Looking at statistics such as these, I developed a model of predicting BABIP using batted-ball numbers and a few other relevant statistics to do a better job. This model augments a strong projection system that can rely on other sources of information. PECOTA has success projecting players because it is able to find other comparable players using all player seasons since World War II. This enables PECOTA to find players with similar statistics and characteristics, and project them more accurately than other systems. What PECOTA naturally misses while gaining this advantage is batted-ball rates; to gain its forecasting edge, PECOTA must compare players from many years ago before there were accurate records of ground balls, fly balls, line drives, and pop flies, and certainly before there were accurate records of BABIP on each of these batted-ball types. In fact, by using this information, my model has a higher correlation with current BABIP than even PECOTA does, as I discussed earlier this season, citing examples of its success.

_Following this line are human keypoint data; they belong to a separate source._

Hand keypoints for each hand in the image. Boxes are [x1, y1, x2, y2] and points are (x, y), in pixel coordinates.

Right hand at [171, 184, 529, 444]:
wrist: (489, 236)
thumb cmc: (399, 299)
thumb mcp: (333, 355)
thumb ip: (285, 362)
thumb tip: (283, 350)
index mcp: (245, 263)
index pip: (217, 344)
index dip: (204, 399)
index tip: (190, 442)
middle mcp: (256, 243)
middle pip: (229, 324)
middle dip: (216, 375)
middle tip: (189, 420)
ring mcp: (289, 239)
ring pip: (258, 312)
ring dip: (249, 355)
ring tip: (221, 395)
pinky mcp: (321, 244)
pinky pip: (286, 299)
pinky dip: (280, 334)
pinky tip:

Of course, including this would likely force PECOTA to surrender its ability to project walks, strikeouts, and home runs, as well as removing its advantage in using historical data, but for this one statistic, my model was able to more accurately project 2009 BABIPs thus far, even without using simple adjustments like park effects and aging.

In this article, I will discuss the ten players who were at the top of my projections for BABIP this year, and I will explain why the model expected them to do so well. In fact, nine of these ten players have above-average BABIPs this season (the exception being Chipper Jones), and eight of these ten players have BABIPs of .337 or higher. Below, we will delve into how to discover these BABIP Superstars.

Derek Jeter:
The new all-time Yankee hits leader is not a major home-run hitter with only 223 on his career, and he is not a superb contact hitter (with a 17 percent strikeouts per at-bat, just below the league average of about 20 percent). To make up for that, he records hits at an extraordinary rate when he does make contact. My system saw him continuing this trend in 2009, projecting him at .362-and his current BABIP is .361. Jeter’s ground-ball rates range between 59-61 percent in 2006-2008, and so it was not hard seeing him get a lot more hits on balls in play than other players, since the average ground-ball rate is about 45 percent. Further, the average major leaguer hits popups about 7.8 percent of the time, but Jeter only averaged a little under two percent for the last three years, and is sitting only at 0.8 percent this year. Popups to the infield are almost always outs, and avoiding them will naturally raise a player’s BABIP.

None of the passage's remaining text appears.